C’était une porte de garage, le modèle métallique qui coulisse vers le haut, un peu cabossée, peinte, repeinte, sale, au pied d’une façade gigantesque tant en largeur qu’en hauteur.

L’immeuble semblait constitué de générations successives de logements et de bureaux en béton superposés ou juxtaposés, ou les deux, au fil du temps.

De la rue étroite, écrasée par la construction, était montée assez de fumée urbaine pour tout griser, un gris mat, foncé, presque noir par endroits, qui absorbait la lumière et laissait deviner, plus que voir, les multiples décrochements et bordures entre étages, sections, les conduits apparents, renforts, poutrelles, corniches au profil carré ou semi-circulaire, bordures de fenêtres qui diffusaient la lumière jaunie de l’intérieur. Le souffle du chergui se heurtant à la façade et plongeant dans la rue faisait siffler le moindre poteau sur son passage. Venues d’ailleurs, des odeurs épicées passaient par paquets.

Riad vérifia encore l’adresse et s’approcha de la porte de garage. Aucune poignée, aucun mécanisme d’ouverture n’était visible. Ni sonnette, ni bouton. Au-dessus de sa tête zinzinulaient les ailettes d’un bloc de climatisation.

Il voulut frapper à la surface écaillée et n’avait pas encore bougé la main qu’un déclic se fit entendre.
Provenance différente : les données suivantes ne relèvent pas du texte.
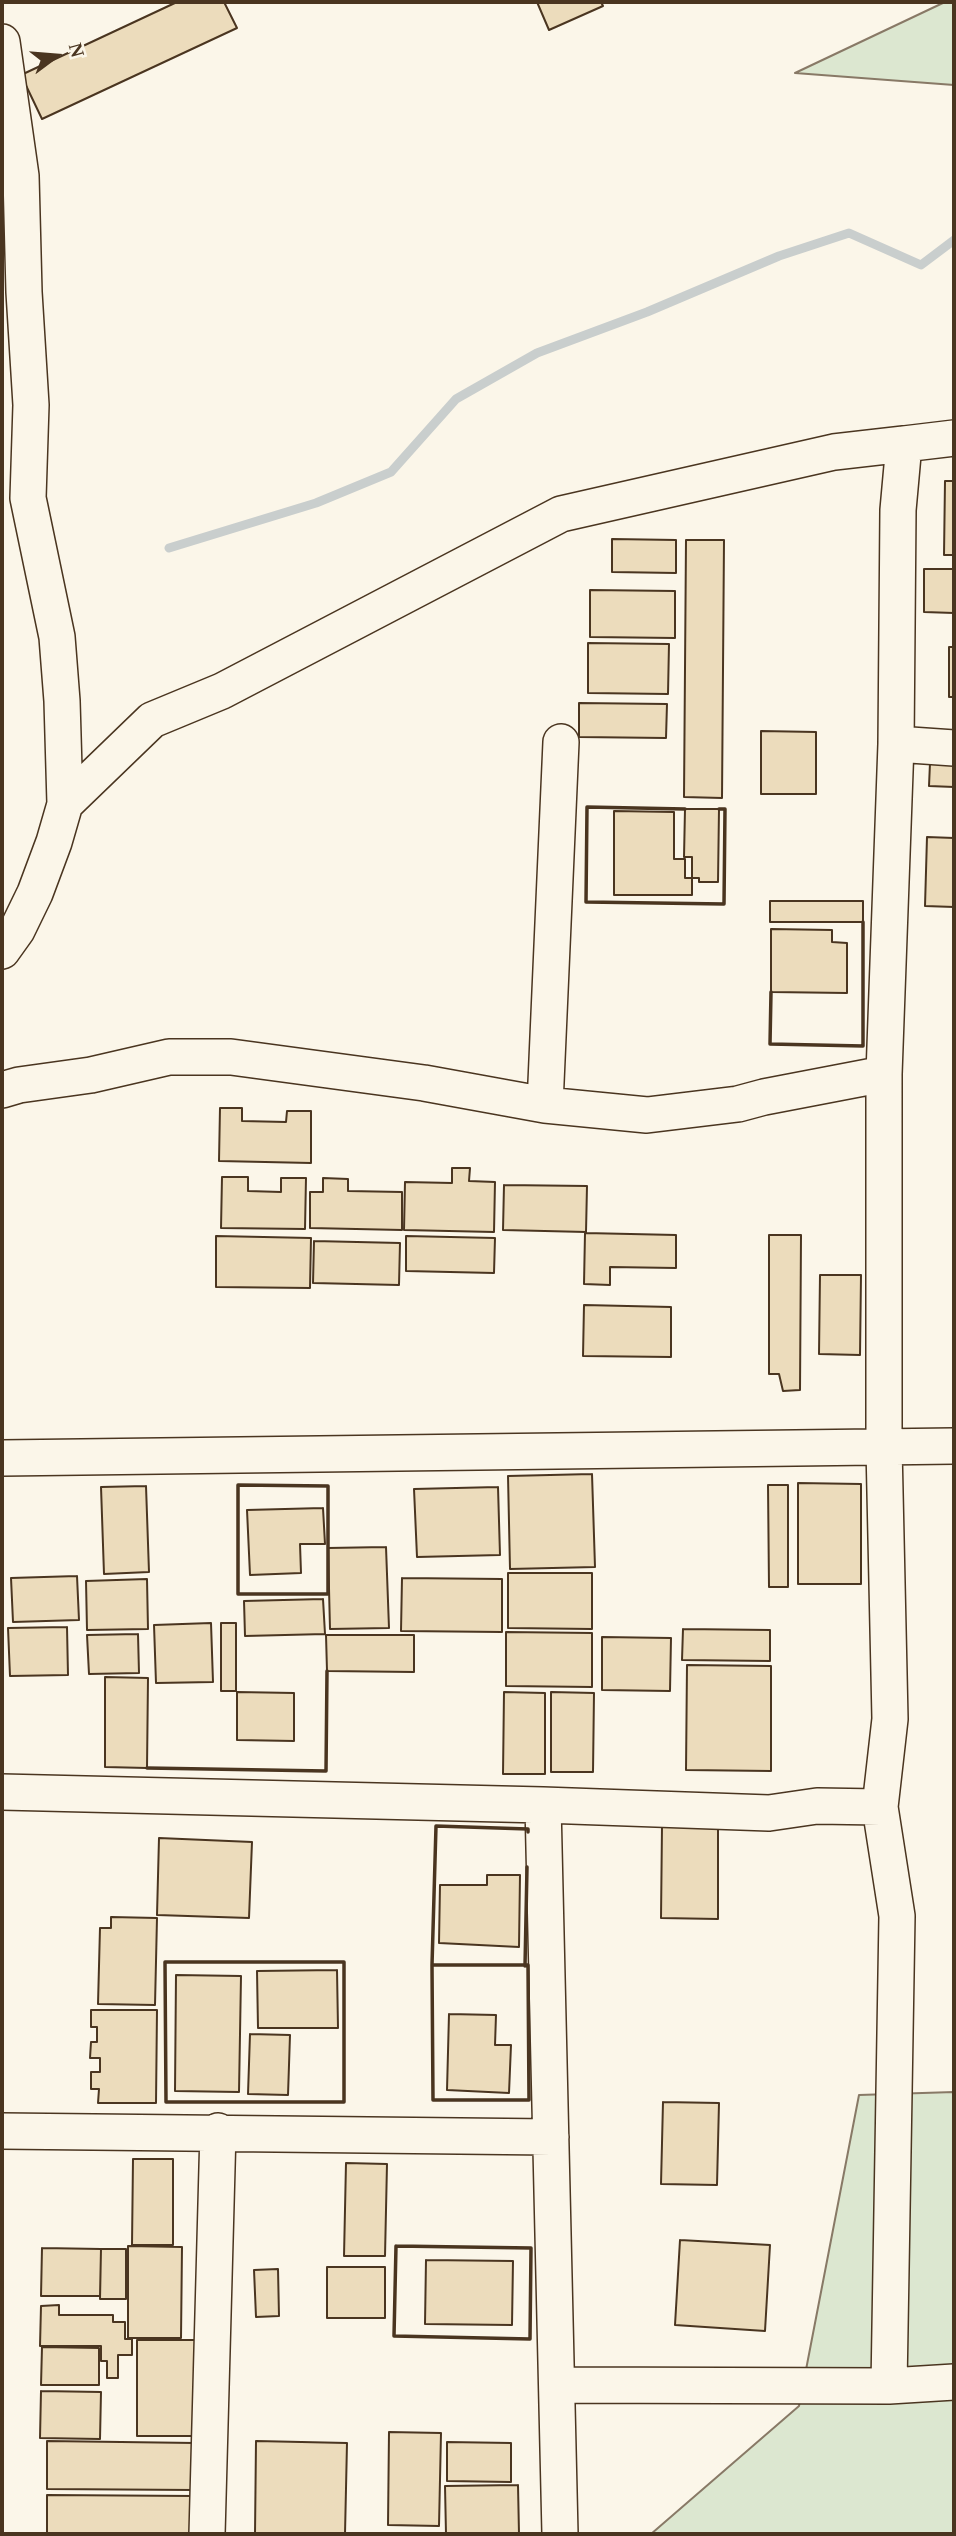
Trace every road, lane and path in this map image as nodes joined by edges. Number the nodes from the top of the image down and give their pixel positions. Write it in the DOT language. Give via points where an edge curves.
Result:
graph roads {
  1 [pos="2,42"];
  2 [pos="954,438"];
  3 [pos="904,444"];
  4 [pos="561,742"];
  5 [pos="896,744"];
  6 [pos="954,748"];
  7 [pos="65,804"];
  8 [pos="2,951"];
  9 [pos="884,1074"];
  10 [pos="2,1090"];
  11 [pos="545,1105"];
  12 [pos="954,1446"];
  13 [pos="884,1447"];
  14 [pos="2,1458"];
  15 [pos="2,1792"];
  16 [pos="543,1805"];
  17 [pos="880,1807"];
  18 [pos="2,2131"];
  19 [pos="218,2132"];
  20 [pos="551,2137"];
  21 [pos="954,2382"];
  22 [pos="557,2385"];
  23 [pos="889,2386"];
  24 [pos="207,2534"];
  25 [pos="560,2534"];
  1 -- 7 [label="street" via="21,176 31,405 27,498 57,637"];
  2 -- 3 [label="street"];
  3 -- 5 [label="street" via="898,510"];
  3 -- 7 [label="street" via="834,453 561,514 222,691 152,720"];
  4 -- 11 [label="street"];
  5 -- 6 [label="street"];
  5 -- 9 [label="street"];
  7 -- 8 [label="street" via="35,893"];
  9 -- 11 [label="street" via="738,1104 648,1115"];
  9 -- 13 [label="street"];
  10 -- 11 [label="street" via="169,1057 230,1057 424,1083"];
  12 -- 13 [label="street"];
  13 -- 14 [label="street"];
  13 -- 17 [label="street" via="890,1719"];
  15 -- 16 [label="street"];
  16 -- 17 [label="street" via="769,1814 817,1806"];
  16 -- 20 [label="street"];
  17 -- 23 [label="street" via="897,1916"];
  18 -- 19 [label="street"];
  19 -- 20 [label="street"];
  19 -- 24 [label="street"];
  20 -- 22 [label="street"];
  21 -- 23 [label="street"];
  22 -- 23 [label="street"];
  22 -- 25 [label="street"];
}
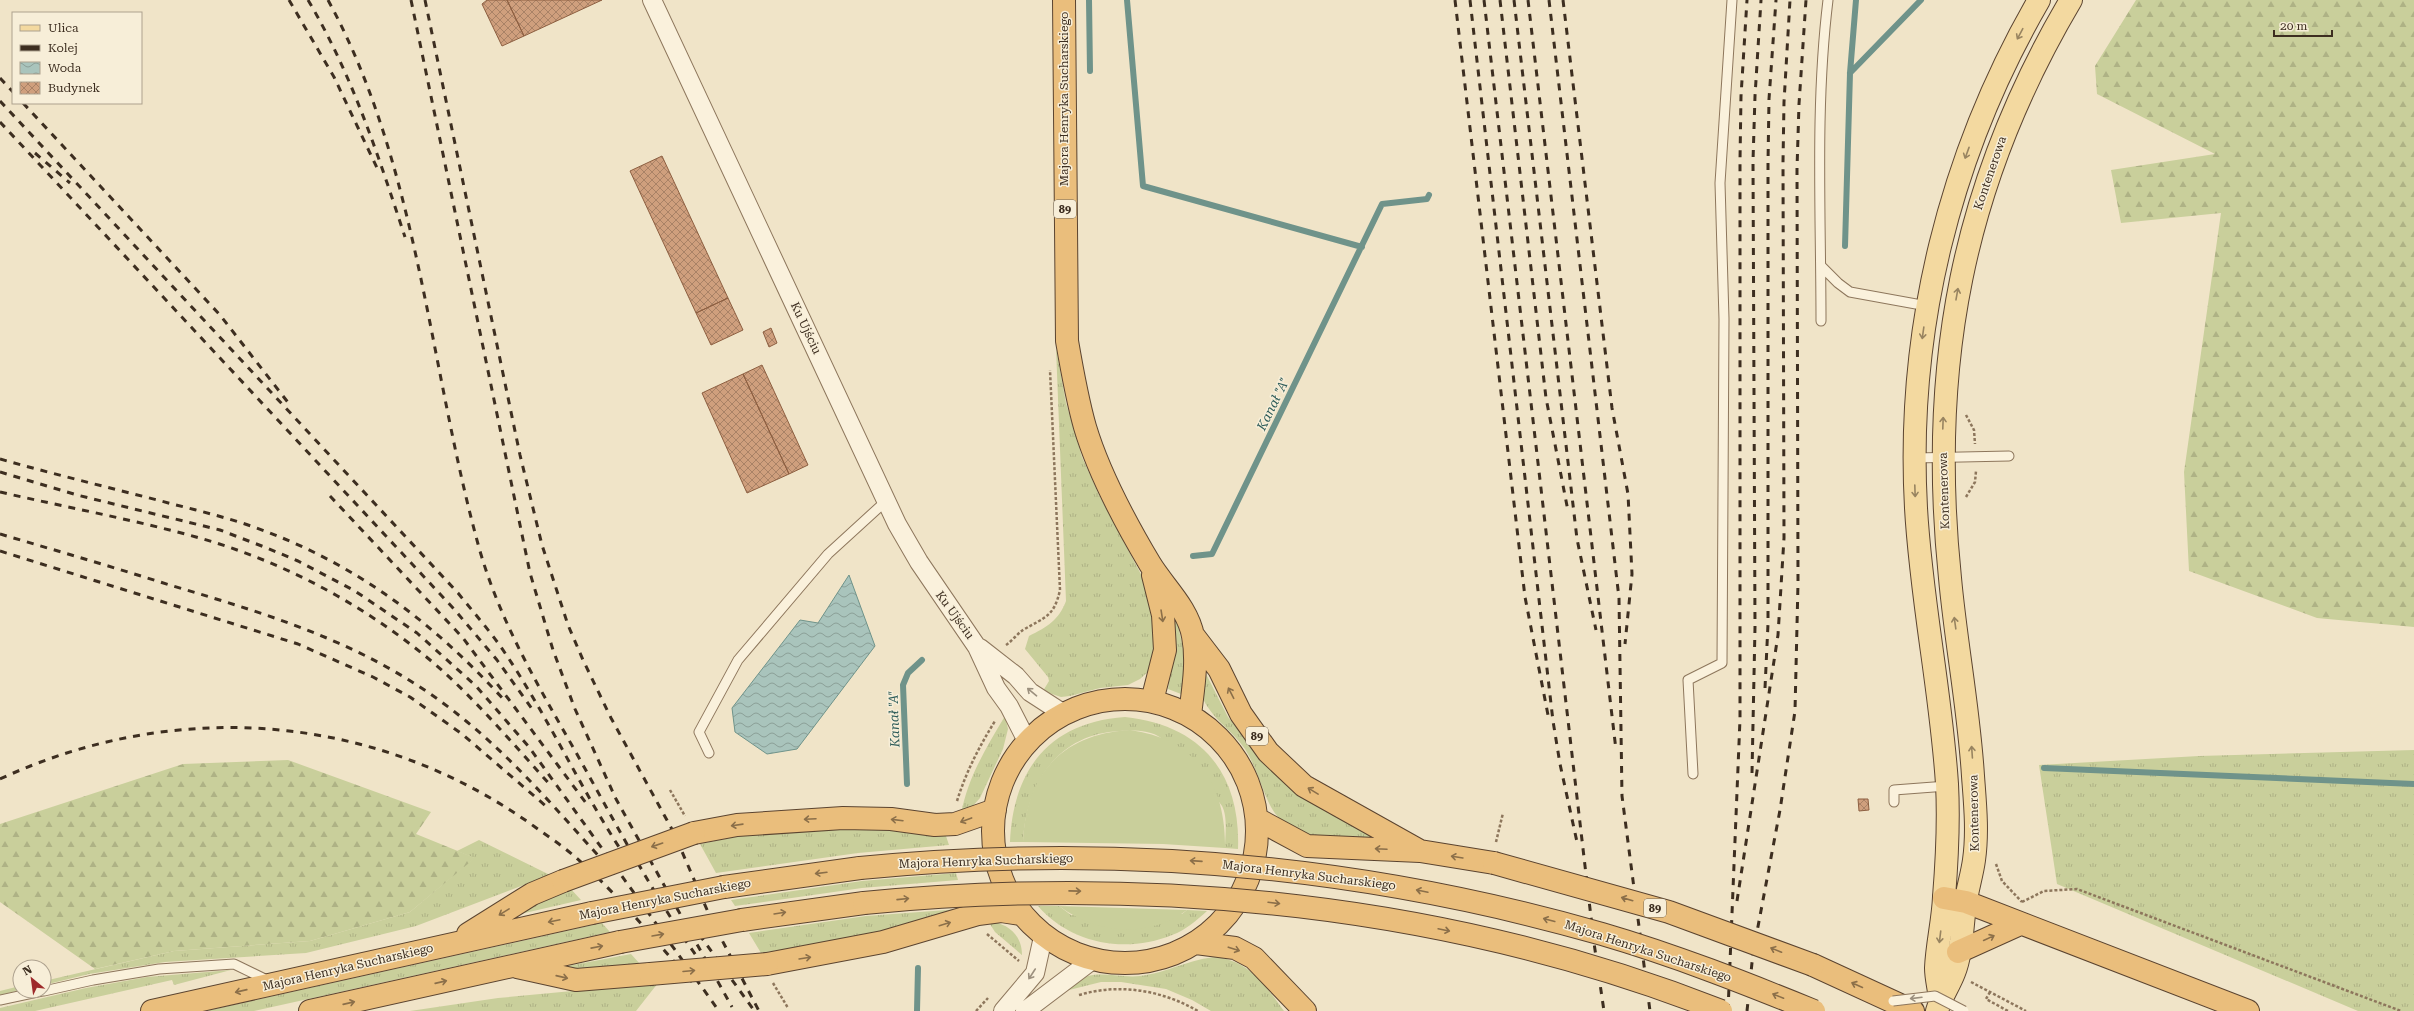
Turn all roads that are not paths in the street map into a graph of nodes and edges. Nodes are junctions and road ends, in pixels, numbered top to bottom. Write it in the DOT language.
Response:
graph roads {
  1 [pos="652,0"];
  2 [pos="1064,0"];
  3 [pos="1732,0"];
  4 [pos="1828,0"];
  5 [pos="2039,0"];
  6 [pos="2071,0"];
  7 [pos="1821,266"];
  8 [pos="1927,306"];
  9 [pos="1821,321"];
  10 [pos="2009,456"];
  11 [pos="1914,458"];
  12 [pos="1942,458"];
  13 [pos="886,501"];
  14 [pos="1150,564"];
  15 [pos="1193,635"];
  16 [pos="977,647"];
  17 [pos="1152,701"];
  18 [pos="1064,714"];
  19 [pos="1190,715"];
  20 [pos="1027,741"];
  21 [pos="709,752"];
  22 [pos="1693,774"];
  23 [pos="1947,786"];
  24 [pos="1894,802"];
  25 [pos="995,810"];
  26 [pos="1257,819"];
  27 [pos="1420,851"];
  28 [pos="1944,898"];
  29 [pos="1966,902"];
  30 [pos="1021,914"];
  31 [pos="2020,924"];
  32 [pos="1043,937"];
  33 [pos="455,942"];
  34 [pos="1196,943"];
  35 [pos="1958,952"];
  36 [pos="1091,961"];
  37 [pos="510,966"];
  38 [pos="274,984"];
  39 [pos="52,989"];
  40 [pos="12,997"];
  41 [pos="0,1000"];
  42 [pos="1893,1001"];
  43 [pos="1939,1005"];
  44 [pos="314,1010"];
  45 [pos="152,1011"];
  46 [pos="1004,1011"];
  47 [pos="1025,1011"];
  48 [pos="1305,1011"];
  49 [pos="1721,1011"];
  50 [pos="1814,1011"];
  51 [pos="1913,1011"];
  52 [pos="1964,1011"];
  53 [pos="2248,1011"];
  1 -- 13 [label="street, Ku Ujściu"];
  2 -- 14 [label="highway, Majora Henryka Sucharskiego / 89"];
  3 -- 22 [label="lane"];
  4 -- 7 [label="lane"];
  5 -- 8 [label="main road, Kontenerowa, one-way"];
  12 -- 6 [label="main road, Kontenerowa, one-way"];
  7 -- 8 [label="lane"];
  7 -- 9 [label="lane"];
  8 -- 11 [label="main road, Kontenerowa, one-way"];
  10 -- 12 [label="lane"];
  11 -- 12 [label="lane"];
  11 -- 23 [label="main road, Kontenerowa, one-way"];
  29 -- 12 [label="main road, Kontenerowa, one-way"];
  13 -- 16 [label="street, Ku Ujściu"];
  13 -- 21 [label="lane"];
  14 -- 15 [label="highway, Majora Henryka Sucharskiego / 89"];
  14 -- 17 [label="highway, Majora Henryka Sucharskiego / 89, one-way"];
  15 -- 19 [label="highway, Majora Henryka Sucharskiego"];
  27 -- 15 [label="highway, 89, one-way"];
  18 -- 16 [label="street, Ku Ujściu, one-way"];
  16 -- 20 [label="street, Ku Ujściu"];
  17 -- 18 [label="highway"];
  17 -- 19 [label="highway"];
  18 -- 20 [label="highway"];
  19 -- 26 [label="highway"];
  20 -- 25 [label="highway"];
  23 -- 24 [label="lane"];
  23 -- 28 [label="main road, Kontenerowa"];
  25 -- 30 [label="highway"];
  25 -- 33 [label="highway, one-way, bridge"];
  27 -- 26 [label="highway, one-way"];
  26 -- 34 [label="highway"];
  42 -- 27 [label="highway, 89, one-way, bridge"];
  28 -- 29 [label="highway"];
  28 -- 43 [label="main road, Kontenerowa, one-way"];
  29 -- 31 [label="highway"];
  29 -- 35 [label="main road, Kontenerowa"];
  30 -- 32 [label="highway"];
  37 -- 30 [label="highway, one-way, bridge"];
  35 -- 31 [label="highway, one-way"];
  31 -- 53 [label="highway"];
  32 -- 36 [label="highway"];
  32 -- 46 [label="street, one-way"];
  33 -- 38 [label="highway, Majora Henryka Sucharskiego"];
  50 -- 33 [label="highway, Majora Henryka Sucharskiego, one-way, bridge"];
  34 -- 36 [label="highway"];
  34 -- 48 [label="highway, one-way"];
  35 -- 43 [label="main road, Kontenerowa"];
  36 -- 47 [label="street"];
  44 -- 37 [label="highway, one-way"];
  37 -- 49 [label="highway, one-way, bridge"];
  38 -- 39 [label="lane"];
  38 -- 45 [label="highway, Majora Henryka Sucharskiego, one-way"];
  40 -- 41 [label="lane"];
  42 -- 51 [label="highway, 89"];
  52 -- 42 [label="lane, one-way, bridge"];
}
La porte s’éleva d’un mètre. Derrière, un homme dont il ne voyait que les jambes se tenait sur un sol de ciment peint. Youri, dont la voix lui dit de se dépêcher.

Riad soupira silencieusement et s’accroupit. Lorsqu’il hésita à franchir le seuil par peur que le singe invisible de la dramaturge, juché sur ses épaules, ne se mange la porte, il s’insulta intérieurement et s’engagea à genoux, pris d’un désagréable sentiment d’infériorité.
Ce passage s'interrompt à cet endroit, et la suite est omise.